41 pages (4.5″ x 6″), limited to 250 copies, signed.

Each volume of The Little Deaths features original artwork done exclusively for the book.

Music

There’s a question on the sheet they make you fill out when you donate blood that asks you about your sexual history. It pops right off the page: Are You a Man Who Has Had Sex With Another Man Since 1977?

I lingered over it for a moment, wondering who came up this time frame. Was it a focus group of gay men that some officials had gathered that acted as oral historians? Could they pinpoint the exact moment at which HIV had started to appear in bathhouses and men’s bodies and destroyed both?

I was four years old in 1977, I calculated in my head. There was no way I could have ever known what it must be like to have sex with another man and simply not worry. Gonorrhea, herpes, syphilis—they seemed like things with which you simply dealt; there was no death threat, just a bummed out feeling that might make you a little more careful in the future.

I looked around the high-school gymnasium, catching glimpses of my friends laying in chairs with their arms tapped, some sipping orange juice, people I didn’t know wearing “I Gave Blood Today” stickers on their shirts and hats.

I looked back down at the box: Are You a Man Who Has Had Sex With Another Man Since 1977?

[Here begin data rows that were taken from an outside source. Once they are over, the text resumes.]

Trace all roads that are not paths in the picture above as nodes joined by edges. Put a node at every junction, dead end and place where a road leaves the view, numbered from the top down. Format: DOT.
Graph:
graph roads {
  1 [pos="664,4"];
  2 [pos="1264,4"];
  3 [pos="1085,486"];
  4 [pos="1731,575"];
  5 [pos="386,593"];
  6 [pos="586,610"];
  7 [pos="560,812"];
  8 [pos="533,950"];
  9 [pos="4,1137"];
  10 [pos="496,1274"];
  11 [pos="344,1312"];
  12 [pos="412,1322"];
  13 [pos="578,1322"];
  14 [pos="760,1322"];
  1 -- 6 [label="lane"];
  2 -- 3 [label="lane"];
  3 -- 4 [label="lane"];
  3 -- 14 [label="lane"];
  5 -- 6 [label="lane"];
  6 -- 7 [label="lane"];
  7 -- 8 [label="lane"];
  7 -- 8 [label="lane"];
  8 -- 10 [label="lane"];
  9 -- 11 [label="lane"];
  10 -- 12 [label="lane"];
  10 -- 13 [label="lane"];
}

I marked “No,” stood up, and handed the sheet to the nurse who was helping coordinate the high school blood drive. The idea was that seniors could help out the Red Cross. We’d also get a little printout mailed to you that included information about your blood type, and whether or not you had iron deficiencies. No one said whether you’d find out if you had HIV, but I knew they had to test all the blood. I knew I’d be told if I had it.

The nurse smiled at me. “All right,” she said, “I bet you want to get this over with. You don’t look like you’re the type who likes needles.”